James Forsyth James Forsyth

Terror is the toughest issue facing the Tories

issue 08 February 2020

A prisoner is released early and just days later attacks people. It then emerges that he was known to still be a danger to the public before he was let out. Normally at this point in the story one would be expecting ministerial resignations. But in the case of Sudesh Amman, the Streatham attacker, we are not. Why? Because the law meant that there was no alternative to him being released.

The government is now in a mad scramble to prevent this from happening again. Emergency legislation is being rushed through parliament to stop terrorists from being automatically freed from prison halfway through their sentence.

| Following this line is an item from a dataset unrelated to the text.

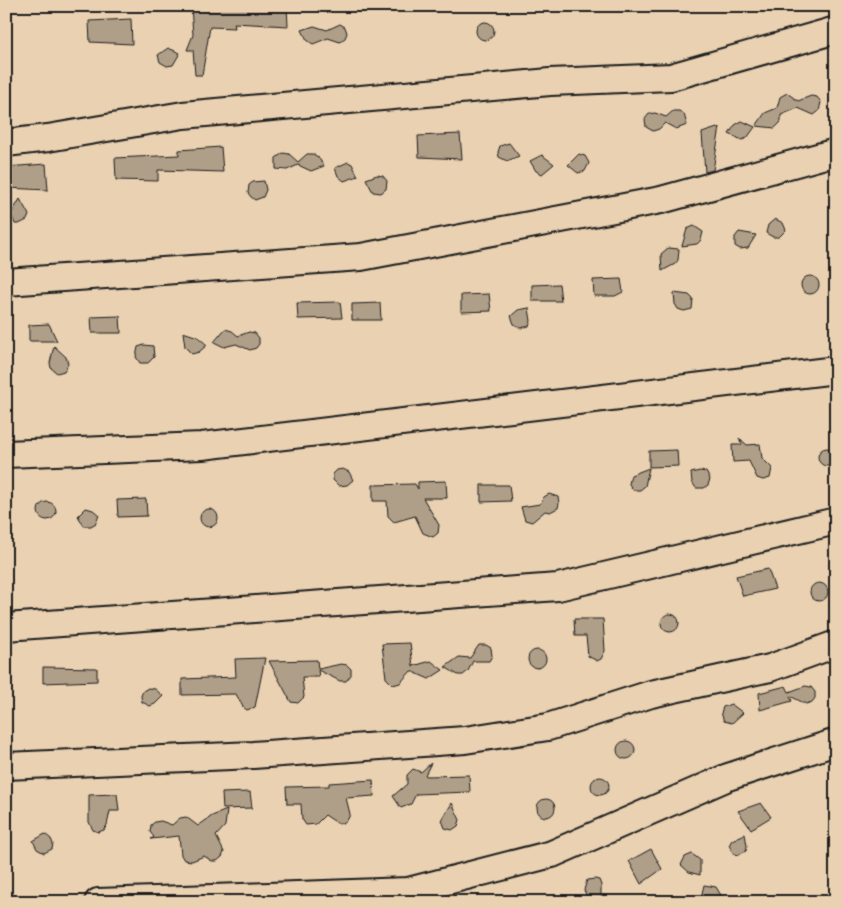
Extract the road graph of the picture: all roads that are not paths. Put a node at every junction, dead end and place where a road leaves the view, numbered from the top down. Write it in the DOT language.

Historically, one of the Tories’ electoral strengths has been their reputation as the party of law and order. But in recent years, they have come perilously close to losing that reputation. In the 2017 election campaign, Labour hammered the Tories with the argument that police cuts were making people less safe. The recent spike in violent crime (up by 19 per cent in England and Wales in the past year) has left the Conservatives politically vulnerable.

Since he became prime minister, Boris Johnson has tried to show that he is strong on law and order. He announced the hiring of 20,000 police officers (effectively reversing the cuts), appointed the hardline Priti Patel as home secretary and backed an end to automatic early release for violent and sexual offenders. Johnson’s strategy worked on voters. He successfully neutralised crime as an issue ahead of the election.

‘Bloody Tories are ending austerity.’

Johnson also benefits from the fact that he has successfully established himself in the public mind as a new type of leader, rather than the third prime minister in a decade of Tory rule. When he says it is ridiculous that terrorists are being automatically released halfway through their sentences, the reaction is not, ‘Well, you’ve had since 2010 to sort it out.